Search the records below for the word "Kelud". Copy each line where it occurs.

Stored data:
--- START ---

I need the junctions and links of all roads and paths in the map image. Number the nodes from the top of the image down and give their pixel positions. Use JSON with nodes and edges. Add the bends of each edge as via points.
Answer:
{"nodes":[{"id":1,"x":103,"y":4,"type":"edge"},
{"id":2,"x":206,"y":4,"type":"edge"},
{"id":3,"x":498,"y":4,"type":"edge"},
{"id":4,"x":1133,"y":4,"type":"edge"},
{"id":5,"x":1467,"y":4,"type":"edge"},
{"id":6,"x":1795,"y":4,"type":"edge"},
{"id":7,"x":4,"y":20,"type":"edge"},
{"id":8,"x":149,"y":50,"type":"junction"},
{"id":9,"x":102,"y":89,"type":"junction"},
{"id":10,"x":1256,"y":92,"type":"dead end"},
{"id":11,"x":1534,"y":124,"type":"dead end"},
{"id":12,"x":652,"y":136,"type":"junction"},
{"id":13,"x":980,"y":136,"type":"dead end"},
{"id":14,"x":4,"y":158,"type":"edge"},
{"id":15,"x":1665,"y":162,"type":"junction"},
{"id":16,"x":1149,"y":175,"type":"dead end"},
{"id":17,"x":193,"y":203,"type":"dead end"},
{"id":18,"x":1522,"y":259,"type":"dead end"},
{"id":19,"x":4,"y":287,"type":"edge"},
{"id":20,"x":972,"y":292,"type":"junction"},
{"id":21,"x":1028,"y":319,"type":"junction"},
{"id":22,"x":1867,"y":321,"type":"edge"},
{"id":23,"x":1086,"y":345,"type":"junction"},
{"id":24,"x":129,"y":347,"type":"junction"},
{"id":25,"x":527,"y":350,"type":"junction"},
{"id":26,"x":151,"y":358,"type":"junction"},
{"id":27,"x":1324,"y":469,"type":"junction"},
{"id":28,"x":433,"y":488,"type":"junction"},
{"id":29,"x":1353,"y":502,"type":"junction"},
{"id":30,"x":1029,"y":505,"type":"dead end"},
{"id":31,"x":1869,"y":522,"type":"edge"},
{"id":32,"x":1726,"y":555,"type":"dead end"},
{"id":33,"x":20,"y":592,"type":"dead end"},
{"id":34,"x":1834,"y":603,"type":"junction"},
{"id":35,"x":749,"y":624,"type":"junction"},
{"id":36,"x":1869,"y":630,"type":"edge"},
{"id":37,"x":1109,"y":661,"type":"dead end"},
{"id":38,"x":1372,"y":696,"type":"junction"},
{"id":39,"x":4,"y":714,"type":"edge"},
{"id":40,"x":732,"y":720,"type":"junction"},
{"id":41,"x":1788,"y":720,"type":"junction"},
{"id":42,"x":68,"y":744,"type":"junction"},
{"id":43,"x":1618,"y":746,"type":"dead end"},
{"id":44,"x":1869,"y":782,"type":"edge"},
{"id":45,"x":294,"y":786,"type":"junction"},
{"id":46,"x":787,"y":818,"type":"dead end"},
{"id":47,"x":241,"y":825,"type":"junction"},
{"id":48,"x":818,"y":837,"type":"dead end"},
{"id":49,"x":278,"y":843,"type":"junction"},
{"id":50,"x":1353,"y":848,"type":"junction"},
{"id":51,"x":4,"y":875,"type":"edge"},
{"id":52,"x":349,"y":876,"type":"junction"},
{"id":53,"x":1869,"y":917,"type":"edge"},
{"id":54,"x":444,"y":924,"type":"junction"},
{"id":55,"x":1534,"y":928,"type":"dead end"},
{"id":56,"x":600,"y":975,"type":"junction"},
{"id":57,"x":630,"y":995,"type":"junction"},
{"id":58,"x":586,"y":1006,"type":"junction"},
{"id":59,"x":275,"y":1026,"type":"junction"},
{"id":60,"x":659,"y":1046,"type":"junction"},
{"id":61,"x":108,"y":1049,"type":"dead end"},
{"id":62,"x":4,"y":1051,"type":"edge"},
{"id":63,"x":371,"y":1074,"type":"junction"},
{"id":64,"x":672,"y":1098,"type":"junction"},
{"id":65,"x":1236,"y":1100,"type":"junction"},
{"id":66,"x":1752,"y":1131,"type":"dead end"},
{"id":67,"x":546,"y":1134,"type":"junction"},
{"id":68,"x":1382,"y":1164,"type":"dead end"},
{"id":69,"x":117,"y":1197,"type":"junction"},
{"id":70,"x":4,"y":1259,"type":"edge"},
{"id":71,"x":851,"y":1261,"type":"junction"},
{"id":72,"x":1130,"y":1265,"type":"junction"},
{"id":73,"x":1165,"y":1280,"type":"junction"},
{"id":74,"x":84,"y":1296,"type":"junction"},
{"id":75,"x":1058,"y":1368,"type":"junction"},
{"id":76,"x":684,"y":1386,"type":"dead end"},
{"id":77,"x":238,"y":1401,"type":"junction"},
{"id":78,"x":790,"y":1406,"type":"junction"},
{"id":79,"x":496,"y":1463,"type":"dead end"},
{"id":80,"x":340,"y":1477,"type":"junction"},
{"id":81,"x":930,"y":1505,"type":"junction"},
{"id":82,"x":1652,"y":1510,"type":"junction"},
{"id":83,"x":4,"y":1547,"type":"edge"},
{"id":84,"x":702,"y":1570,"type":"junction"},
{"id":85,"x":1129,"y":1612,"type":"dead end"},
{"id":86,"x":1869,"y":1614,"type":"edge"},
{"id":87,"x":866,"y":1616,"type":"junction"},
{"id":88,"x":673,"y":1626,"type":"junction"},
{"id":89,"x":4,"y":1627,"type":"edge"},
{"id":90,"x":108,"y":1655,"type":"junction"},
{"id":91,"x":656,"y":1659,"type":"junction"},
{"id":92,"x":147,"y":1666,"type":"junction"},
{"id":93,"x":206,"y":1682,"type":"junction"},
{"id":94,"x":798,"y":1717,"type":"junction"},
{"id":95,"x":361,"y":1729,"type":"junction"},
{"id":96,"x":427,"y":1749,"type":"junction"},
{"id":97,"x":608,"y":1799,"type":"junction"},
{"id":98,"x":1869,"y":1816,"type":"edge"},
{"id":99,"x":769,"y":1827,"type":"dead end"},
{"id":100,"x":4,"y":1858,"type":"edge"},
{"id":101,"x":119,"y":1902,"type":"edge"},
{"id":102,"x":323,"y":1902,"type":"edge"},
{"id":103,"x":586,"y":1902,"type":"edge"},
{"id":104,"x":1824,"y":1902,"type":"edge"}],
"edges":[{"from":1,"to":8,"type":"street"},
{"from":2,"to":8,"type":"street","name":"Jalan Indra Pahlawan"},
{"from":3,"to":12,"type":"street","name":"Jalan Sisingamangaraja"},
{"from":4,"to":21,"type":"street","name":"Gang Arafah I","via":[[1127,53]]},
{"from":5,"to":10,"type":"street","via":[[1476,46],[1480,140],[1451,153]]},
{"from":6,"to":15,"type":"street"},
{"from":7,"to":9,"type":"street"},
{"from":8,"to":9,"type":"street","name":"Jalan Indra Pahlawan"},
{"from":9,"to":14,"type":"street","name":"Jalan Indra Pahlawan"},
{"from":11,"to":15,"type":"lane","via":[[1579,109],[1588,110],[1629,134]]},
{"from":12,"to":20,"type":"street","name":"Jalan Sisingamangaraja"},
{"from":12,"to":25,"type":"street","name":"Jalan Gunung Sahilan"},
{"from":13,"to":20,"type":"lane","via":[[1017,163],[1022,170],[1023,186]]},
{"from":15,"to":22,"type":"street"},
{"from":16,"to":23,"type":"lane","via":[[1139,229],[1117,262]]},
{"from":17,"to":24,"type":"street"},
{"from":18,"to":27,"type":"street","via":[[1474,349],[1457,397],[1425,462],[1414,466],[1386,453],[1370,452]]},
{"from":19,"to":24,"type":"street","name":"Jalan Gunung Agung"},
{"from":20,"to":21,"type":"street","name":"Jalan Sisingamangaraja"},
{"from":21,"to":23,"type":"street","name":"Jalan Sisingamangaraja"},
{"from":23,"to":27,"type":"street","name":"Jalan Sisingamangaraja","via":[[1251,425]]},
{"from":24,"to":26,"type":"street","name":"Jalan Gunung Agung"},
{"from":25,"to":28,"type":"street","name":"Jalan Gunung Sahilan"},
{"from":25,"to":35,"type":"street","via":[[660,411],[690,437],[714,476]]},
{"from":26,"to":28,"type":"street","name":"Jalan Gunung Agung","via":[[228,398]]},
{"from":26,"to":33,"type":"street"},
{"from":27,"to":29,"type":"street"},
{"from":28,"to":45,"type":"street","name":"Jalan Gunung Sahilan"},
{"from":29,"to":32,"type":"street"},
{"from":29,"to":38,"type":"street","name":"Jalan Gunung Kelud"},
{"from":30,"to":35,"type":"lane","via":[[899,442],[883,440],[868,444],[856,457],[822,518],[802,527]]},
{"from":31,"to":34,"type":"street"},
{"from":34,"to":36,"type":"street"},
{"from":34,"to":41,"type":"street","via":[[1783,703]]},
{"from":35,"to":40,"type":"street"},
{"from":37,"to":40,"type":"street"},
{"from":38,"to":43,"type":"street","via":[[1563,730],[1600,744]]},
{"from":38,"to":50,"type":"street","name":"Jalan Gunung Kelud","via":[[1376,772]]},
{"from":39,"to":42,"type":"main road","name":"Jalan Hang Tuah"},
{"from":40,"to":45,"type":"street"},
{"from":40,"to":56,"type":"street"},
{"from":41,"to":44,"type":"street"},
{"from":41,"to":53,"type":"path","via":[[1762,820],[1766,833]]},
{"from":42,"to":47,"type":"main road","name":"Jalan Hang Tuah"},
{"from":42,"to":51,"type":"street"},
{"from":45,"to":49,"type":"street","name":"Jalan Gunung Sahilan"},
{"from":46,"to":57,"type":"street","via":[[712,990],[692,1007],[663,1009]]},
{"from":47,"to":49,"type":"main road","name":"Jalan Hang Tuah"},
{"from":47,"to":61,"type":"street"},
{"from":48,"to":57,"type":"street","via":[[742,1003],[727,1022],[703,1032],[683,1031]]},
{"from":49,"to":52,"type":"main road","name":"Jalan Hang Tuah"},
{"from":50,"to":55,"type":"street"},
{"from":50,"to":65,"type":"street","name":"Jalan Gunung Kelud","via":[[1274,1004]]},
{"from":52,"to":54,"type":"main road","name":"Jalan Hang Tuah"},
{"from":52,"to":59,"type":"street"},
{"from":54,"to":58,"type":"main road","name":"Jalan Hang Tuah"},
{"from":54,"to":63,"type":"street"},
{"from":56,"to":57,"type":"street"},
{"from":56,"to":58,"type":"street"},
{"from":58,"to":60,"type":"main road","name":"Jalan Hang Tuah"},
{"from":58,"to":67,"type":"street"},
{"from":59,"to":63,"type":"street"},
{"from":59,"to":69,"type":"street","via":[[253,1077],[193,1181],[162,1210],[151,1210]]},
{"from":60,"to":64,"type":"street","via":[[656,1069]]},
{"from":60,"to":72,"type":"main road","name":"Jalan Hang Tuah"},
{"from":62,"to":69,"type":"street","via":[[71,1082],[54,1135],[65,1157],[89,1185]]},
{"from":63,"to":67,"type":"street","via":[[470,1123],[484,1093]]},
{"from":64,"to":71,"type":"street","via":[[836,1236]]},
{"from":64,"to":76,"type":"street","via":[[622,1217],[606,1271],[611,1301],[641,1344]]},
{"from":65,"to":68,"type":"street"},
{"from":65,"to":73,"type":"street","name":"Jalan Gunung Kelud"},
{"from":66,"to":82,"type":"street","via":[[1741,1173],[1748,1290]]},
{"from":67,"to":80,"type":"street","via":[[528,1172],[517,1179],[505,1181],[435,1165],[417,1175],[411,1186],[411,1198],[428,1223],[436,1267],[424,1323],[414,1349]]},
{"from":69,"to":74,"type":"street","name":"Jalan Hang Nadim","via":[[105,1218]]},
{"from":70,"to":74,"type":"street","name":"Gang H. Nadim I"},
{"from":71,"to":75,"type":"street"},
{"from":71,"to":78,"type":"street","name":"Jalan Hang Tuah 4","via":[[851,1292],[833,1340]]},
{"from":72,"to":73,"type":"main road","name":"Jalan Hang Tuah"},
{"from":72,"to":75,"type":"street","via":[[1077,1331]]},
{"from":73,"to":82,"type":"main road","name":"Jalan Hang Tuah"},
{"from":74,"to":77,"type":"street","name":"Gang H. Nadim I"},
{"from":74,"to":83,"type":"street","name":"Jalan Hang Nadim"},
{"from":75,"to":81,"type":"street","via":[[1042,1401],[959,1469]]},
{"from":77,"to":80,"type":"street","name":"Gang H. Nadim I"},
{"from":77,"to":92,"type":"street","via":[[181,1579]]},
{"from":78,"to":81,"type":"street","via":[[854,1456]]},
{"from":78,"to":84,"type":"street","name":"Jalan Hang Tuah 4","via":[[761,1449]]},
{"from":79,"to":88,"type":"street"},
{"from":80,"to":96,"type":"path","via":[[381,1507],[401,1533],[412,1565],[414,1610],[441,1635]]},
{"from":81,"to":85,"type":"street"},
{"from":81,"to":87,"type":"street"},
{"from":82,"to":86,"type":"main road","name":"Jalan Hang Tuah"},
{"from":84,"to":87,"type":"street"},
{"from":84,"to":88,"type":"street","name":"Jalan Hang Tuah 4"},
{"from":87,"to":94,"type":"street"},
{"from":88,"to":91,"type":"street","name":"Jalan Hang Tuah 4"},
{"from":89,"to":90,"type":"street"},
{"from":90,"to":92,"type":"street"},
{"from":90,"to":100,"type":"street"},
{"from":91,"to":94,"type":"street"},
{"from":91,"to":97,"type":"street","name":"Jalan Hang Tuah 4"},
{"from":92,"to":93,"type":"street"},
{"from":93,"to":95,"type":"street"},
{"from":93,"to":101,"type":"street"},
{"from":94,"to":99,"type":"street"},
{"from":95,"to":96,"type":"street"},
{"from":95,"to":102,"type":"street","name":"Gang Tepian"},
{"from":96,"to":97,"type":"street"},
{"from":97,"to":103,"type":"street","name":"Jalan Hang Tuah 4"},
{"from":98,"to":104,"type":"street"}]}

--- END ---

__RESULT FOR THIS TASK__:
{"from":29,"to":38,"type":"street","name":"Jalan Gunung Kelud"},
{"from":38,"to":50,"type":"street","name":"Jalan Gunung Kelud","via":[[1376,772]]},
{"from":50,"to":65,"type":"street","name":"Jalan Gunung Kelud","via":[[1274,1004]]},
{"from":65,"to":73,"type":"street","name":"Jalan Gunung Kelud"},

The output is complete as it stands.